*** Opening of SOURCE MATERIAL ***

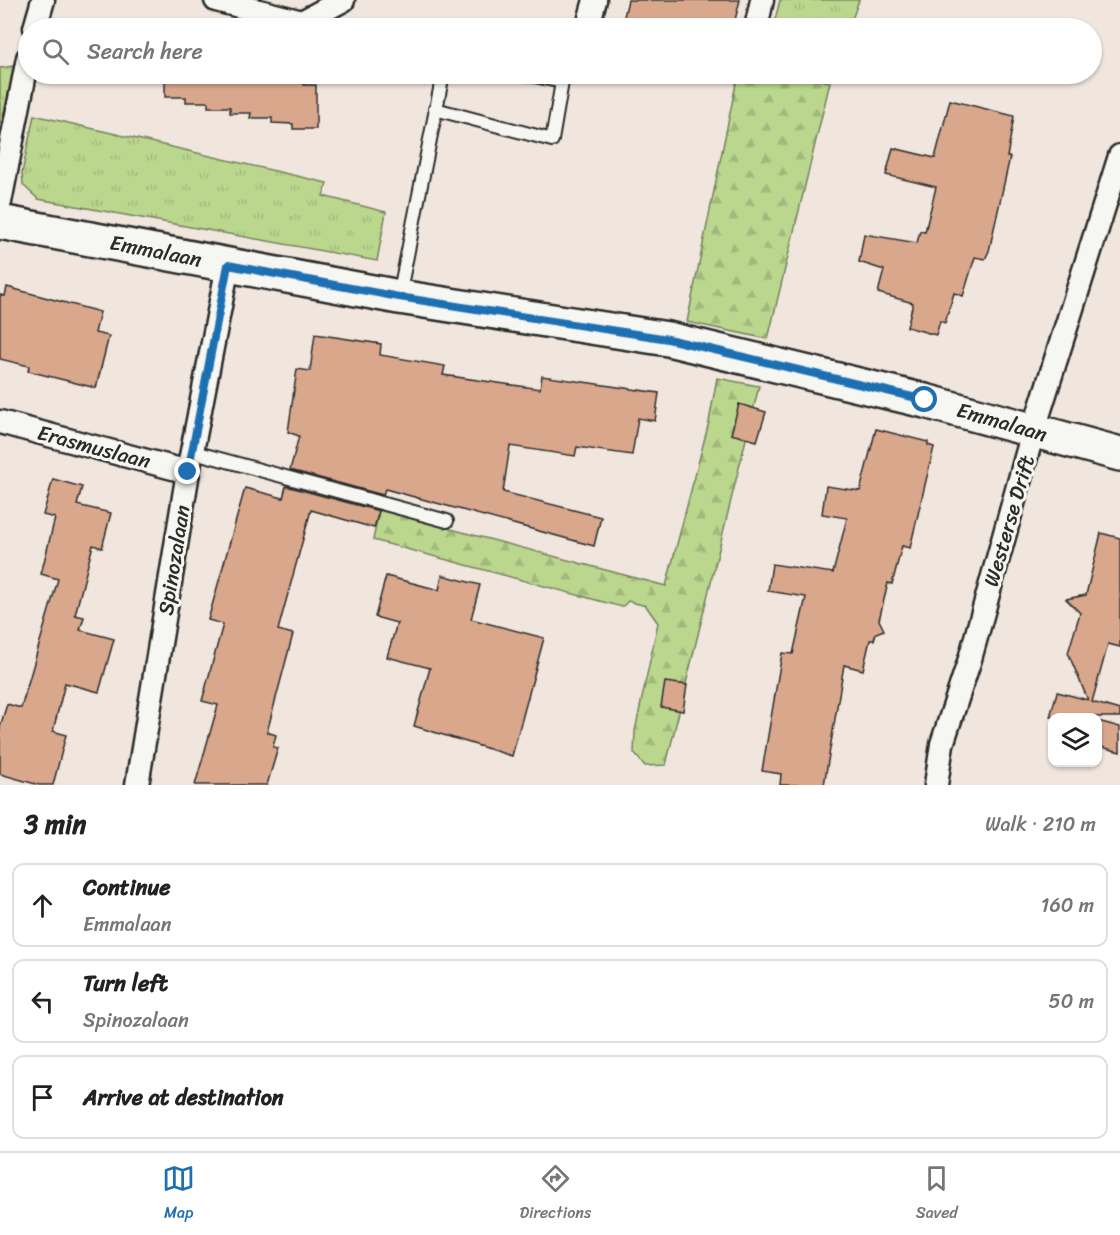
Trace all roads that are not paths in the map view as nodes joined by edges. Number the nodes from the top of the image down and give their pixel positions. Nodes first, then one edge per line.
1 (43, 0) edge
2 (216, 0) edge
3 (343, 0) edge
4 (762, 0) edge
5 (37, 18) edge
6 (286, 18) edge
7 (309, 18) edge
8 (758, 18) edge
9 (23, 84) edge
10 (441, 84) edge
11 (562, 84) edge
12 (435, 109) junction
13 (1120, 156) edge
14 (0, 202) edge
15 (0, 222) edge
16 (228, 265) junction
17 (399, 297) junction
18 (0, 422) edge
19 (1033, 432) junction
20 (1120, 454) edge
21 (191, 462) junction
22 (447, 521) dead end
23 (137, 785) edge
24 (936, 785) edge

1 - 5 street
2 - 6 street
3 - 7 street
4 - 8 street
9 - 14 street
10 - 12 lane
11 - 12 lane
12 - 17 lane
13 - 19 street, Westerse Drift
15 - 16 main road, Emmalaan
16 - 17 main road, Emmalaan
16 - 21 street, Spinozalaan
17 - 19 main road, Emmalaan
18 - 21 street, Erasmuslaan
19 - 20 main road, Emmalaan
19 - 24 street, Westerse Drift
21 - 22 lane
21 - 23 street, Spinozalaan

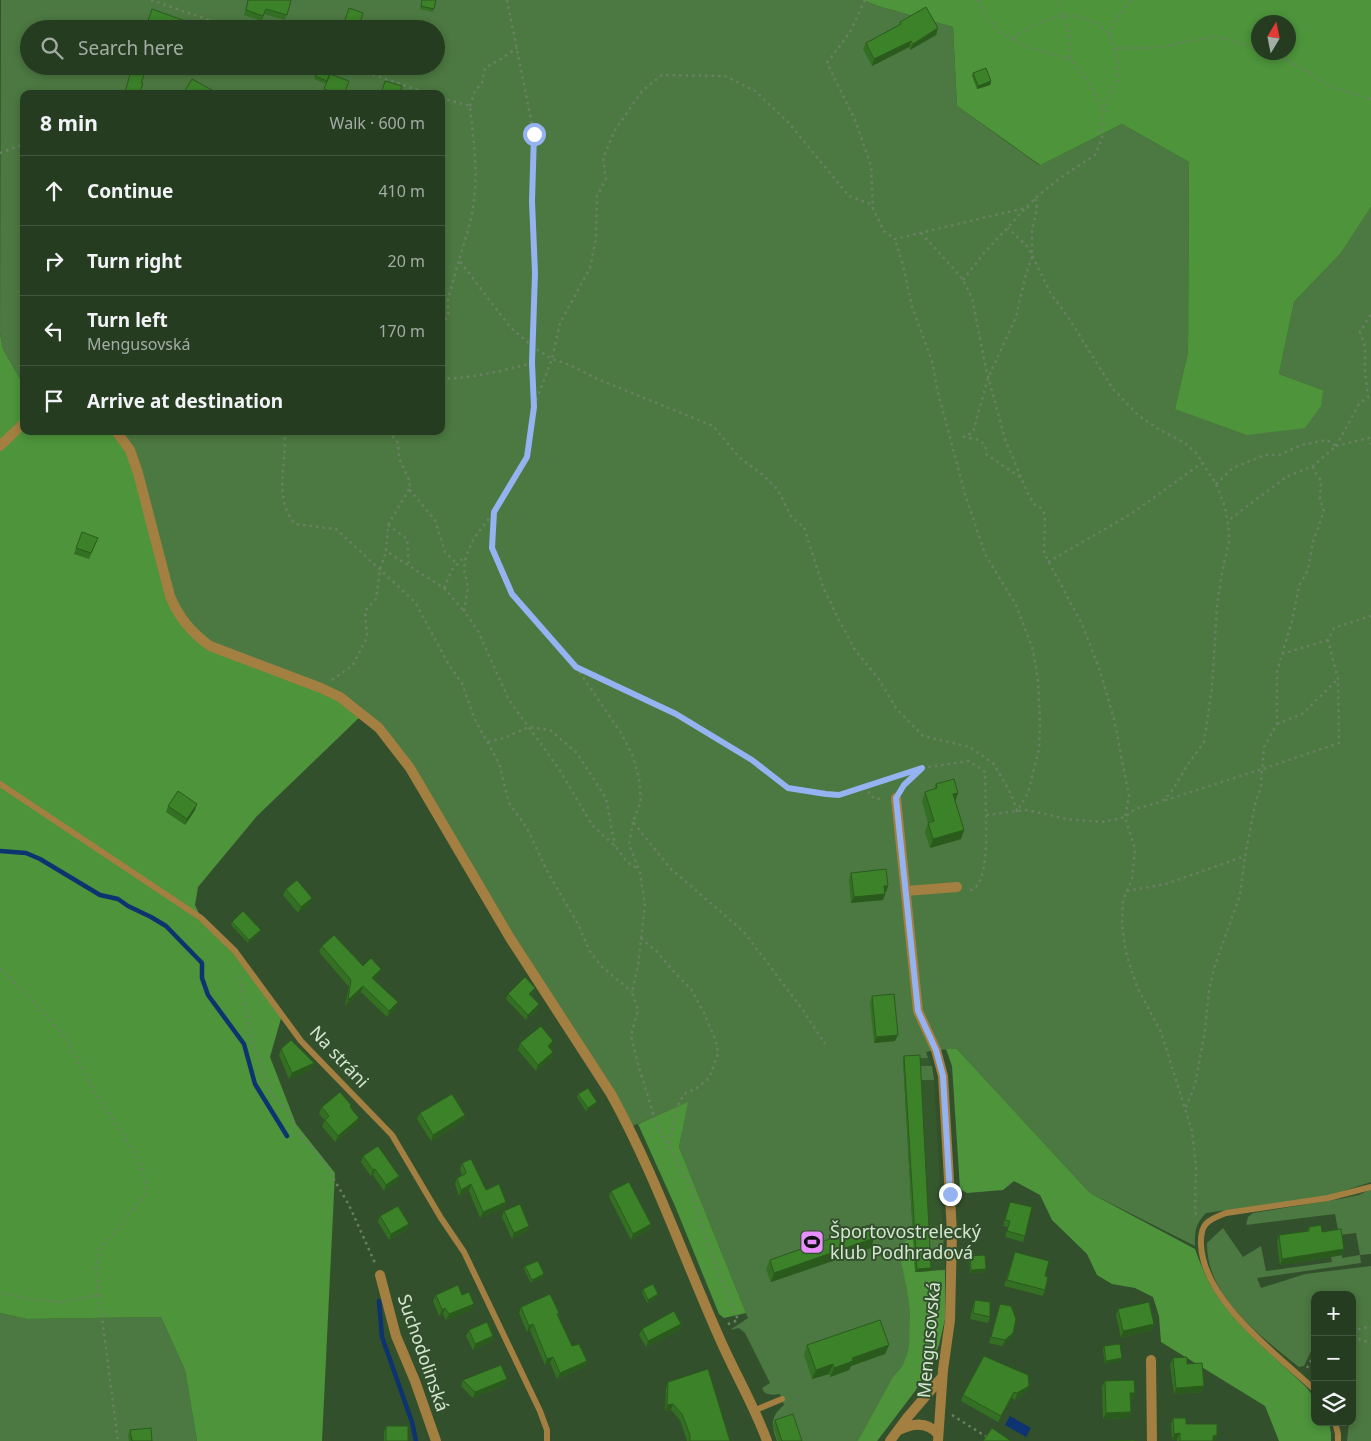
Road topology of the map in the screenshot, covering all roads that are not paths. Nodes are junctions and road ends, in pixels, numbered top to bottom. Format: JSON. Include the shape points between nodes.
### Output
{"nodes":[{"id":1,"x":20,"y":427,"type":"edge"},
{"id":2,"x":119,"y":435,"type":"edge"},
{"id":3,"x":0,"y":446,"type":"edge"},
{"id":4,"x":0,"y":784,"type":"edge"},
{"id":5,"x":892,"y":798,"type":"road end"},
{"id":6,"x":953,"y":887,"type":"road end"},
{"id":7,"x":906,"y":891,"type":"junction"},
{"id":8,"x":1371,"y":1187,"type":"edge"},
{"id":9,"x":380,"y":1275,"type":"road end"},
{"id":10,"x":1150,"y":1360,"type":"dead end"},
{"id":11,"x":942,"y":1377,"type":"junction"},
{"id":12,"x":1311,"y":1386,"type":"edge"},
{"id":13,"x":782,"y":1400,"type":"dead end"},
{"id":14,"x":753,"y":1411,"type":"junction"},
{"id":15,"x":1336,"y":1426,"type":"edge"},
{"id":16,"x":898,"y":1431,"type":"junction"},
{"id":17,"x":938,"y":1437,"type":"edge"},
{"id":18,"x":436,"y":1441,"type":"edge"},
{"id":19,"x":547,"y":1441,"type":"edge"},
{"id":20,"x":767,"y":1441,"type":"edge"},
{"id":21,"x":890,"y":1441,"type":"edge"},
{"id":22,"x":1152,"y":1441,"type":"edge"},
{"id":23,"x":1338,"y":1441,"type":"edge"}],
"edges":[{"from":1,"to":3,"type":"street"},
{"from":2,"to":14,"type":"street","via":[[130,450],[170,596],[185,624],[210,646],[340,697],[373,723],[410,768],[510,938],[625,1120]]},
{"from":4,"to":19,"type":"lane","name":"Na stráni","via":[[201,918],[235,951],[302,1041],[392,1136],[464,1252],[540,1411]]},
{"from":5,"to":7,"type":"street","name":"Mengusovská"},
{"from":6,"to":7,"type":"street"},
{"from":7,"to":11,"type":"street","name":"Mengusovská","via":[[918,1011],[936,1050],[943,1076],[952,1232],[950,1320]]},
{"from":8,"to":12,"type":"lane","via":[[1328,1198],[1226,1213],[1203,1226],[1201,1252],[1216,1290],[1234,1313]]},
{"from":9,"to":18,"type":"street","name":"Suchodolinská","via":[[396,1336]]},
{"from":10,"to":22,"type":"street"},
{"from":11,"to":16,"type":"street"},
{"from":11,"to":17,"type":"street","name":"Mengusovská"},
{"from":13,"to":14,"type":"lane"},
{"from":14,"to":20,"type":"street"},
{"from":15,"to":23,"type":"lane"},
{"from":16,"to":17,"type":"street","via":[[908,1425],[923,1424],[934,1429]]},
{"from":16,"to":21,"type":"street"}]}
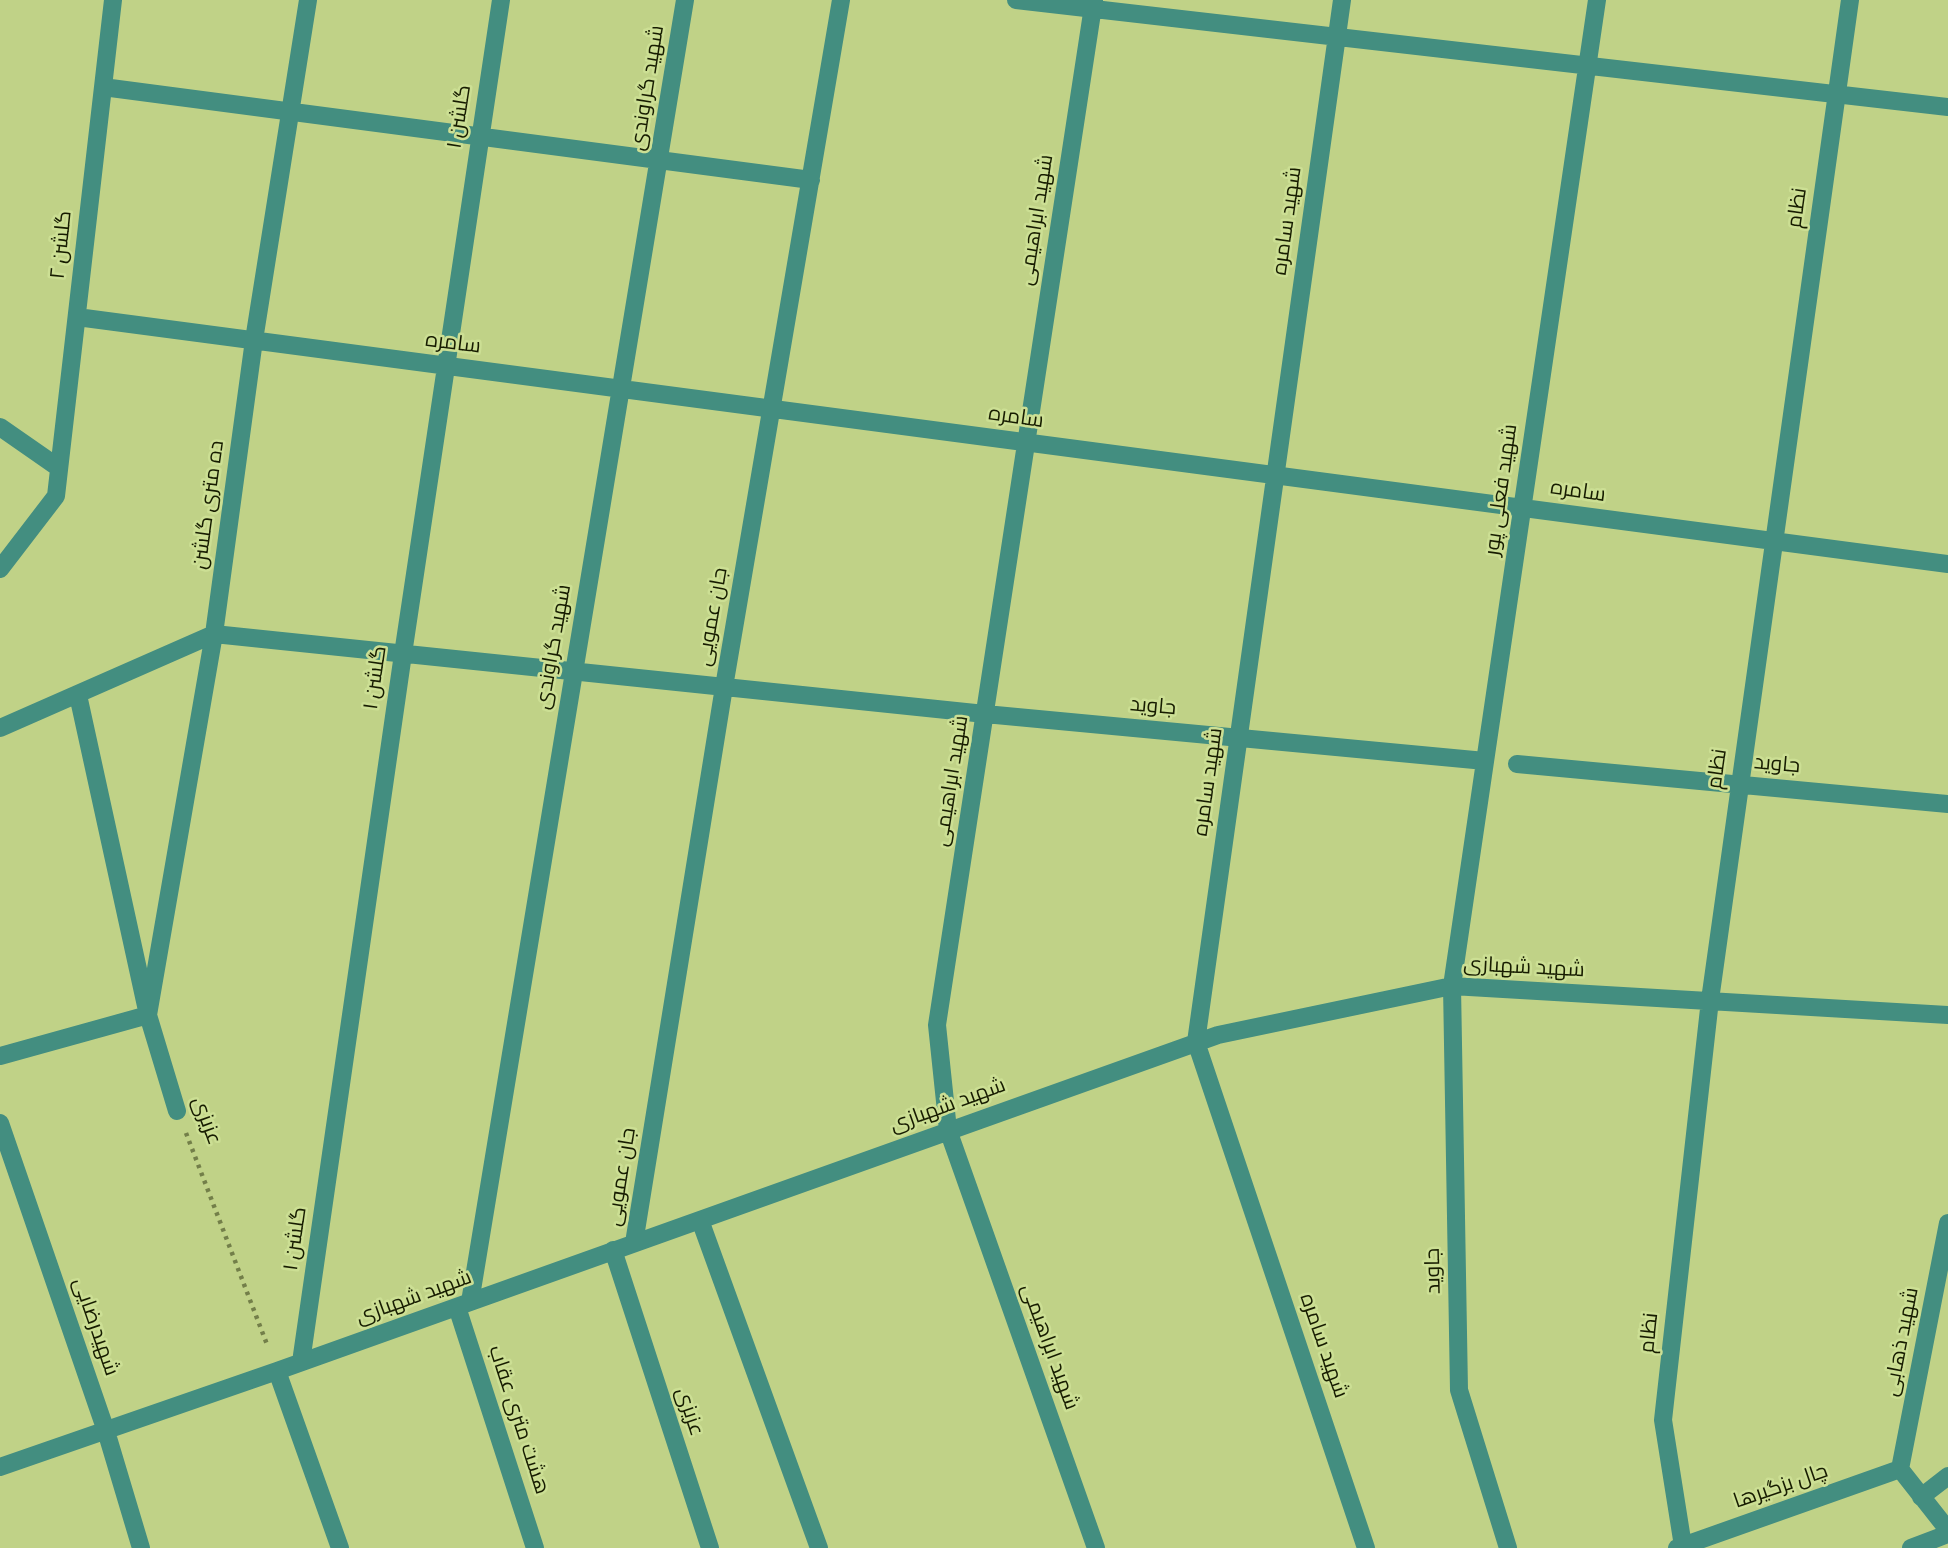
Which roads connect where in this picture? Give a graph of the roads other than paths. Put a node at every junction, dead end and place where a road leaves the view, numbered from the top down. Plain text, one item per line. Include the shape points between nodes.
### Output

*** Close of SOURCE MATERIAL ***

**EXERCISE REQUIREMENTS:**
When repeating the material above, keep every line exact and drop all pictures.

**ANSWER TO THIS EXERCISE:**
Trace all roads that are not paths in the map view as nodes joined by edges. Number the nodes from the top of the image down and give their pixel positions. Nodes first, then one edge per line.
1 (43, 0) edge
2 (216, 0) edge
3 (343, 0) edge
4 (762, 0) edge
5 (37, 18) edge
6 (286, 18) edge
7 (309, 18) edge
8 (758, 18) edge
9 (23, 84) edge
10 (441, 84) edge
11 (562, 84) edge
12 (435, 109) junction
13 (1120, 156) edge
14 (0, 202) edge
15 (0, 222) edge
16 (228, 265) junction
17 (399, 297) junction
18 (0, 422) edge
19 (1033, 432) junction
20 (1120, 454) edge
21 (191, 462) junction
22 (447, 521) dead end
23 (137, 785) edge
24 (936, 785) edge

1 - 5 street
2 - 6 street
3 - 7 street
4 - 8 street
9 - 14 street
10 - 12 lane
11 - 12 lane
12 - 17 lane
13 - 19 street, Westerse Drift
15 - 16 main road, Emmalaan
16 - 17 main road, Emmalaan
16 - 21 street, Spinozalaan
17 - 19 main road, Emmalaan
18 - 21 street, Erasmuslaan
19 - 20 main road, Emmalaan
19 - 24 street, Westerse Drift
21 - 22 lane
21 - 23 street, Spinozalaan

Road topology of the map in the screenshot, covering all roads that are not paths. Nodes are junctions and road ends, in pixels, numbered top to bottom. Format: JSON. Include the shape points between nodes.
### Output
{"nodes":[{"id":1,"x":20,"y":427,"type":"edge"},
{"id":2,"x":119,"y":435,"type":"edge"},
{"id":3,"x":0,"y":446,"type":"edge"},
{"id":4,"x":0,"y":784,"type":"edge"},
{"id":5,"x":892,"y":798,"type":"road end"},
{"id":6,"x":953,"y":887,"type":"road end"},
{"id":7,"x":906,"y":891,"type":"junction"},
{"id":8,"x":1371,"y":1187,"type":"edge"},
{"id":9,"x":380,"y":1275,"type":"road end"},
{"id":10,"x":1150,"y":1360,"type":"dead end"},
{"id":11,"x":942,"y":1377,"type":"junction"},
{"id":12,"x":1311,"y":1386,"type":"edge"},
{"id":13,"x":782,"y":1400,"type":"dead end"},
{"id":14,"x":753,"y":1411,"type":"junction"},
{"id":15,"x":1336,"y":1426,"type":"edge"},
{"id":16,"x":898,"y":1431,"type":"junction"},
{"id":17,"x":938,"y":1437,"type":"edge"},
{"id":18,"x":436,"y":1441,"type":"edge"},
{"id":19,"x":547,"y":1441,"type":"edge"},
{"id":20,"x":767,"y":1441,"type":"edge"},
{"id":21,"x":890,"y":1441,"type":"edge"},
{"id":22,"x":1152,"y":1441,"type":"edge"},
{"id":23,"x":1338,"y":1441,"type":"edge"}],
"edges":[{"from":1,"to":3,"type":"street"},
{"from":2,"to":14,"type":"street","via":[[130,450],[170,596],[185,624],[210,646],[340,697],[373,723],[410,768],[510,938],[625,1120]]},
{"from":4,"to":19,"type":"lane","name":"Na stráni","via":[[201,918],[235,951],[302,1041],[392,1136],[464,1252],[540,1411]]},
{"from":5,"to":7,"type":"street","name":"Mengusovská"},
{"from":6,"to":7,"type":"street"},
{"from":7,"to":11,"type":"street","name":"Mengusovská","via":[[918,1011],[936,1050],[943,1076],[952,1232],[950,1320]]},
{"from":8,"to":12,"type":"lane","via":[[1328,1198],[1226,1213],[1203,1226],[1201,1252],[1216,1290],[1234,1313]]},
{"from":9,"to":18,"type":"street","name":"Suchodolinská","via":[[396,1336]]},
{"from":10,"to":22,"type":"street"},
{"from":11,"to":16,"type":"street"},
{"from":11,"to":17,"type":"street","name":"Mengusovská"},
{"from":13,"to":14,"type":"lane"},
{"from":14,"to":20,"type":"street"},
{"from":15,"to":23,"type":"lane"},
{"from":16,"to":17,"type":"street","via":[[908,1425],[923,1424],[934,1429]]},
{"from":16,"to":21,"type":"street"}]}
Which roads connect where in this picture? Give a graph of the roads other than paths. Put a node at every junction, dead end and place where a road leaves the view, numbered from the top down. Plain text, one item per line. Include the shape points between nodes.
### Output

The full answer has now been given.